Axl的表达在一些癌症类型中不受调控,并且能够预测不良总患者生存,且与药物治疗抗性的产生有关。最近,有研究人员评估了Axl天然化合物抑制剂库,鉴定了二氢青蒿素(有效成分为抗疟疾药物青蒿素)可以作为前列腺癌中Axl的抑制剂。研究发现,二氢青蒿素能够阻断Axl的表达从而导致细胞凋亡,减少前列腺癌细胞的细胞增殖、迁移和肿瘤发生。多烯紫杉醇是转移性前列腺癌的标准治疗药物,能够增加人类异种种植小鼠模型的总生

Axl的表达在一些癌症类型中不受调控,并且能够预测不良总患者生存,且与药物治疗抗性的产生有关。最近,有研究人员评估了Axl天然化合物抑制剂库,鉴定了二氢青蒿素(有效成分为抗疟疾药物青蒿素)可以作为前列腺癌中Axl的抑制剂。
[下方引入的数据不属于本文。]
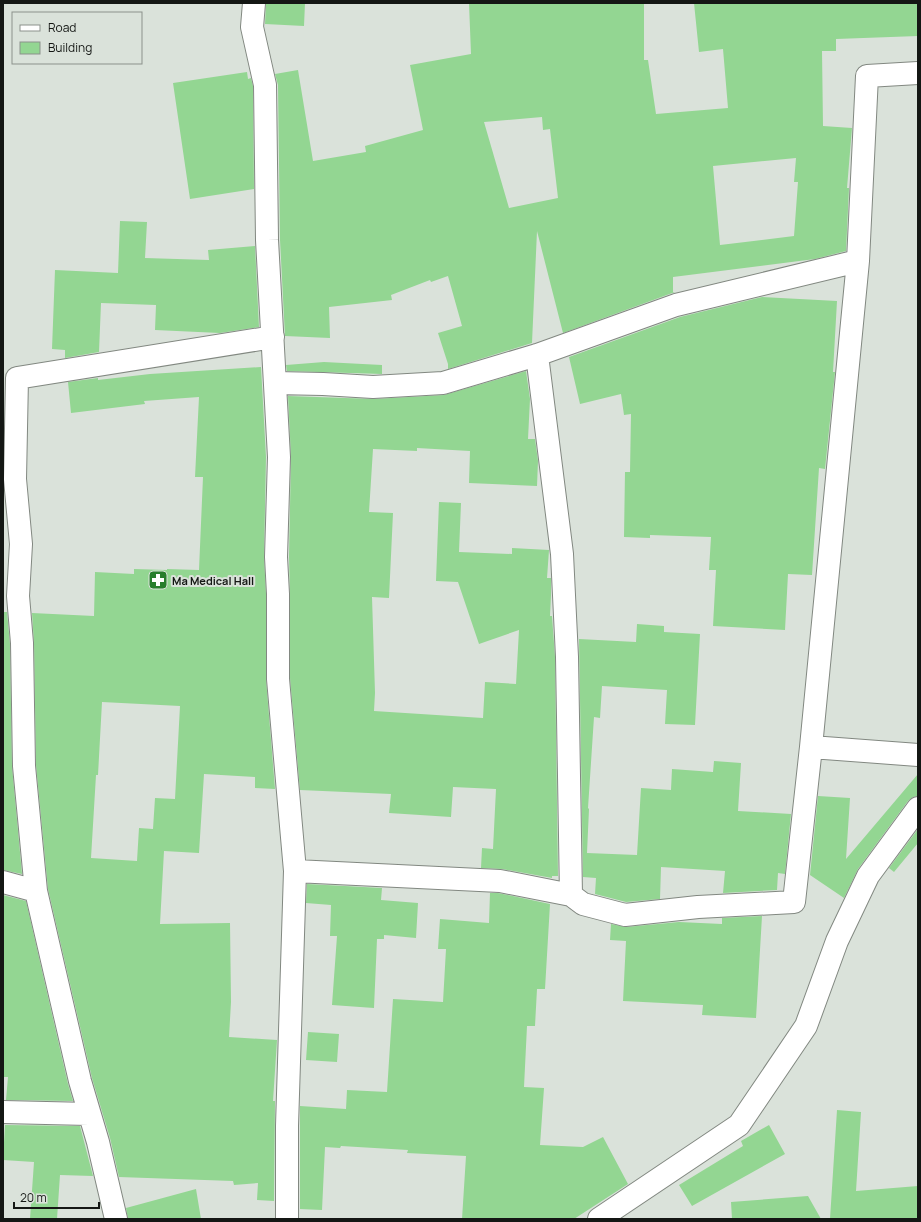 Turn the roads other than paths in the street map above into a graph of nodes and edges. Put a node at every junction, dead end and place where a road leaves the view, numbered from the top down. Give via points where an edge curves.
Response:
1 (254, 3) edge
2 (918, 73) edge
3 (858, 261) junction
4 (272, 337) junction
5 (537, 355) junction
6 (275, 383) junction
7 (811, 747) junction
8 (918, 755) edge
9 (918, 808) edge
10 (295, 871) junction
11 (3, 882) edge
12 (36, 891) junction
13 (572, 895) junction
14 (3, 1112) edge
15 (89, 1114) junction
16 (116, 1219) edge
17 (287, 1219) edge
18 (599, 1219) edge

1 - 4 street via 252,27 264,85
2 - 3 street via 867,76
3 - 5 street via 676,305
3 - 7 street
4 - 6 street
4 - 12 street via 18,378 15,479 21,544 18,596 22,642 24,766
5 - 6 street via 443,383 373,387
5 - 13 street via 562,554
6 - 10 street via 279,457 276,557 278,679
7 - 8 street
7 - 13 street via 794,902 698,907 625,915 583,904
9 - 18 street via 868,876 837,941 806,1026 739,1125
10 - 13 street via 500,881
10 - 17 street
11 - 12 street
12 - 15 street
14 - 15 street
15 - 16 street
研究发现,二氢青蒿素能够阻断Axl的表达从而导致细胞凋亡,减少前列腺癌细胞的细胞增殖、迁移和肿瘤发生。多烯紫杉醇是转移性前列腺癌的标准治疗药物,能够增加人类异种种植小鼠模型的总生存,而二氢青蒿素的治疗能与多烯紫杉醇一起产生协同作用。二氢青蒿素对miR-34a和miR-7表达的调控能够抑制Axl的表达。该过程至少部分的依赖于Jumonji、JARID2和zeste同系物2增强子对组蛋白H3第27位赖氨酸残基甲基化产生的染色质调控。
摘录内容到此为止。